En la despedida está también el rey Francisco de Asís. Dice éste: “Y yo, O’Donnell, y yo”.

    Entre los generales que se desplazan a África hay un catalán de Reus, se llama Juan Prim, es general, conde de Reus y después de su intervención, marqués de los Castillejos y Grande de España, porque fue en Castillejos, donde gano fama de héroe.

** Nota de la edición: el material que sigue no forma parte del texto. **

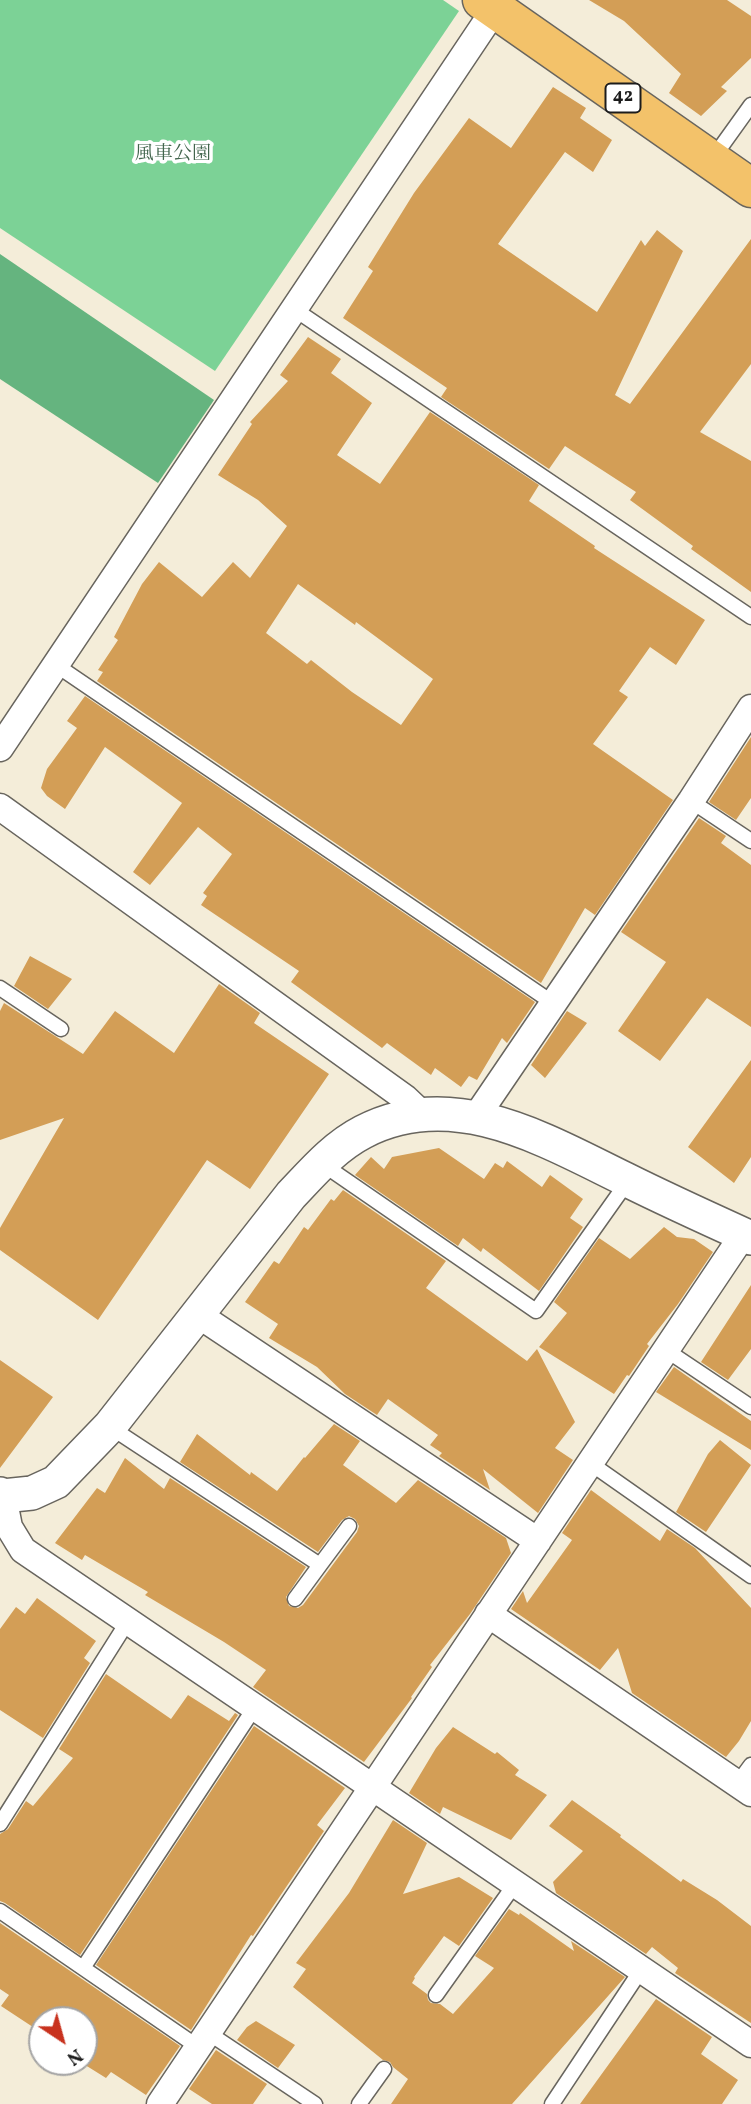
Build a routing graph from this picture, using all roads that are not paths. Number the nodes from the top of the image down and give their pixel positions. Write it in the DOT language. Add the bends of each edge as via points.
graph roads {
  1 [pos="488,4"];
  2 [pos="751,105"];
  3 [pos="711,160"];
  4 [pos="751,188"];
  5 [pos="294,310"];
  6 [pos="751,617"];
  7 [pos="56,665"];
  8 [pos="751,708"];
  9 [pos="0,748"];
  10 [pos="691,801"];
  11 [pos="0,807"];
  12 [pos="751,841"];
  13 [pos="0,988"];
  14 [pos="552,1003"];
  15 [pos="61,1029"];
  16 [pos="424,1115"];
  17 [pos="476,1117"];
  18 [pos="321,1163"];
  19 [pos="628,1181"];
  20 [pos="747,1236"];
  21 [pos="197,1314"];
  22 [pos="666,1350"];
  23 [pos="751,1407"];
  24 [pos="110,1426"];
  25 [pos="590,1463"];
  26 [pos="1,1495"];
  27 [pos="349,1526"];
  28 [pos="538,1541"];
  29 [pos="320,1565"];
  30 [pos="751,1576"];
  31 [pos="295,1599"];
  32 [pos="488,1614"];
  33 [pos="128,1621"];
  34 [pos="255,1707"];
  35 [pos="746,1781"];
  36 [pos="372,1787"];
  37 [pos="0,1824"];
  38 [pos="515,1884"];
  39 [pos="0,1911"];
  40 [pos="83,1968"];
  41 [pos="641,1970"];
  42 [pos="436,1995"];
  43 [pos="203,2040"];
  44 [pos="751,2044"];
  45 [pos="384,2069"];
  46 [pos="160,2104"];
  47 [pos="316,2104"];
  48 [pos="359,2104"];
  49 [pos="552,2104"];
  1 -- 3 [label="main road, 42"];
  1 -- 5 [label="street"];
  2 -- 3 [label="lane"];
  3 -- 4 [label="main road, 42"];
  5 -- 6 [label="lane"];
  5 -- 7 [label="street"];
  7 -- 9 [label="street"];
  7 -- 14 [label="lane"];
  8 -- 10 [label="street"];
  10 -- 12 [label="lane"];
  10 -- 14 [label="street"];
  11 -- 16 [label="street"];
  13 -- 15 [label="lane"];
  14 -- 17 [label="street"];
  16 -- 17 [label="street"];
  16 -- 18 [label="street" via="364,1131"];
  17 -- 19 [label="street" via="548,1141"];
  18 -- 19 [label="lane" via="536,1311"];
  18 -- 21 [label="street"];
  19 -- 20 [label="street"];
  20 -- 22 [label="street"];
  21 -- 24 [label="street"];
  21 -- 28 [label="street"];
  22 -- 23 [label="lane"];
  22 -- 25 [label="street"];
  24 -- 26 [label="street" via="56,1482 32,1493"];
  24 -- 29 [label="lane"];
  25 -- 28 [label="street"];
  25 -- 30 [label="lane"];
  26 -- 33 [label="street" via="9,1527 23,1550"];
  27 -- 29 [label="lane"];
  28 -- 32 [label="street"];
  29 -- 31 [label="lane"];
  32 -- 35 [label="street"];
  32 -- 36 [label="street"];
  33 -- 34 [label="street"];
  33 -- 37 [label="lane"];
  34 -- 36 [label="street"];
  34 -- 40 [label="lane"];
  36 -- 38 [label="street"];
  36 -- 43 [label="street"];
  38 -- 41 [label="street"];
  38 -- 42 [label="lane"];
  39 -- 40 [label="lane"];
  40 -- 43 [label="lane"];
  41 -- 44 [label="street"];
  41 -- 49 [label="lane"];
  43 -- 46 [label="street"];
  43 -- 47 [label="lane"];
  45 -- 48 [label="lane"];
}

    En este lugar, tan próximo a Ceuta, en el camino hacia Tetuán, objetivo de la campaña, se libra la primera gran batalla. No habían ido mal las cosas en los primeros momentos y los marroquíes se habían retirado, habían vuelto a atacar y a retirarse de nuevo. Pero aquello no era más que un espejismo, reorganizados, en enorme número atacan otra vez, causando los disparos dolor y muerte. Prim toma la enseña que sostiene el abanderado y grita:

  “Soldados, podéis abandonar esas mochilas porque son vuestras, pero no podéis abandonar esta bandera, la de la Patria. Yo voy a meterme con ella en las filas enemigas. ¿Permitiréis que el estandarte de España caiga en poder de los moros? ¿Dejaréis morir solo a vuestro general? ¡Soldados! ¡Viva la Reina!”.

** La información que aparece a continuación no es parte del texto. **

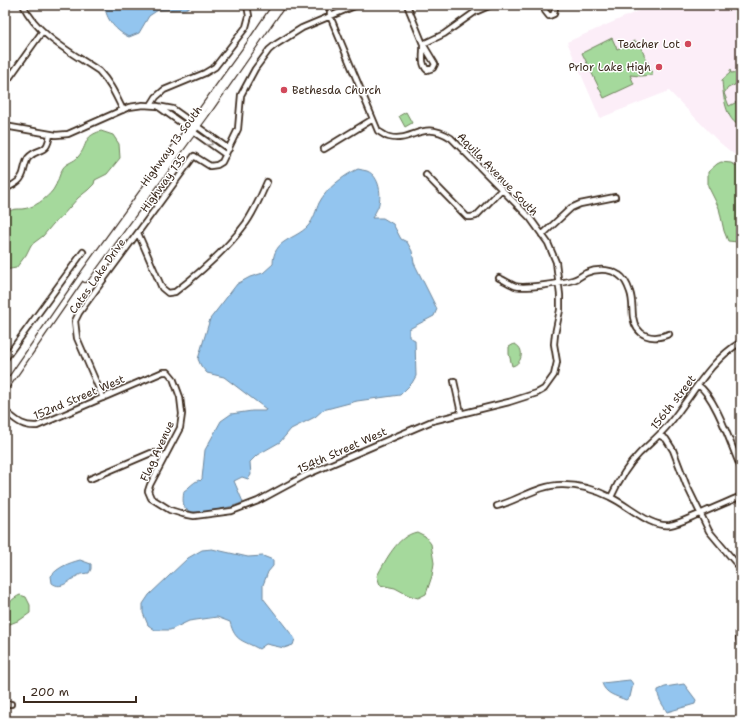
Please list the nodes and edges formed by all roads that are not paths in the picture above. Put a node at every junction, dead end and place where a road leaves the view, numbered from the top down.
1 (23, 5) edge
2 (247, 5) edge
3 (276, 5) edge
4 (282, 5) edge
5 (330, 5) edge
6 (357, 5) edge
7 (407, 5) edge
8 (491, 5) edge
9 (546, 5) edge
10 (554, 5) edge
11 (330, 16) junction
12 (42, 32) junction
13 (423, 44) junction
14 (5, 84) edge
15 (151, 106) junction
16 (157, 106) junction
17 (123, 110) junction
18 (373, 119) junction
19 (195, 124) junction
20 (5, 126) edge
21 (191, 130) junction
22 (50, 134) junction
23 (229, 149) junction
24 (324, 149) dead end
25 (226, 155) junction
26 (426, 174) dead end
27 (267, 182) dead end
28 (5, 189) edge
29 (502, 190) junction
30 (615, 197) dead end
31 (138, 233) junction
32 (542, 235) junction
33 (83, 252) dead end
34 (499, 278) dead end
35 (559, 284) junction
36 (669, 334) dead end
37 (741, 342) edge
38 (5, 359) edge
39 (163, 372) joint
40 (454, 381) dead end
41 (698, 385) junction
42 (5, 388) edge
43 (544, 388) joint
44 (103, 398) junction
45 (5, 411) edge
46 (461, 413) junction
47 (659, 435) junction
48 (164, 458) junction
49 (741, 468) edge
50 (90, 479) dead end
51 (741, 496) edge
52 (610, 497) junction
53 (151, 498) joint
54 (497, 506) dead end
55 (700, 513) junction
56 (741, 569) edge
57 (741, 619) edge
58 (741, 646) edge
59 (5, 704) edge
60 (12, 704) dead end

1 - 12 street
2 - 15 street
3 - 19 main road, Highway 13 South
4 - 19 main road, Highway 13 South
5 - 11 street
6 - 11 street, Highway 135
7 - 13 street
8 - 13 street
9 - 10 street
11 - 18 street, Aquila Avenue South
11 - 23 street, Highway 135
12 - 14 street
12 - 17 street
13 - 13 street
15 - 16 street
15 - 17 street
16 - 19 street
16 - 21 street
17 - 22 street
18 - 24 street
18 - 29 street, Aquila Avenue South
19 - 21 main road, Highway 13 South
19 - 23 street
20 - 22 street
21 -> 25 street
21 - 42 main road, Highway 13 South
22 - 28 street
23 - 25 street, Highway 135
25 - 31 street, Highway 135
26 - 29 street
27 - 31 street
29 - 32 street, Aquila Avenue South
30 - 32 street
31 - 44 street, Cates Lake Drive
32 - 35 street, Aquila Avenue South
33 - 38 street
34 - 35 street
35 - 36 street
35 - 43 street, Aquila Avenue South
37 - 41 street, 156th street
39 - 44 street, 152nd Street West
39 - 48 street, Flag Avenue
40 - 46 street
41 - 47 street, 156th street
41 - 49 street
43 - 46 street, 154th Street West
44 - 45 street, 152nd Street West
46 - 53 street, 154th Street West
47 - 52 street, 156th street
47 - 55 street
48 - 50 street
48 - 53 street, Flag Avenue
51 - 55 street
52 - 54 street
52 - 55 street
55 - 56 street
57 - 58 street
59 - 60 street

    Tras el éxito y la victoria, el camino hacia Tetuán queda despejado. En las proximidades de Tetuán, el 4 de febrero de 1860, se libra la siguiente batalla. La resistencia marroquí es grande, el terreno pantanoso es una trampa para los españoles, pero Prim está allí, otra vez, en cabeza. Sable en mano, dicen que al verlo, los enemigos, que lo recuerdan, huyen. Tetuán cae. El día 6 a las diez de la mañana la bandera española ondea en la ciudad rifeña.

Detalle del mausoleo de Leopoldo O'Donnell y Joris.
Iglesia de las Salesas Reales. Madrid.

    Todo parece haber terminado. El príncipe Muley-el-Abbas, hermano del sultán, reconoce la derrota. Se reúne con O’Donnell, y le acompaña un ministro del sultán, Jetib. Un testigo de excepción, Pedro Antonio de Alarcón, está presente también y dará cuenta de lo que allí sucede, como también había dado cuenta de los detalles en el campo de batalla. Da la impresión de que las condiciones impuestas por España son aceptadas todas, hasta que en uno de los puntos se dice que Tetuán quedará bajo la soberanía española. Un gesto del príncipe hace saltar al ministro:
  ─ Nunca. Tetuán es marroquí. Antes de dejarla en manos españolas morirán todos los marroquíes por ella.
  ─Pues morirán ─grita O’Donnell mientras se levanta airado con intención de abandonar la reunión─. España la ha ganado en el campo de batalla, la reina la quiere y aquí estoy yo para que así sea.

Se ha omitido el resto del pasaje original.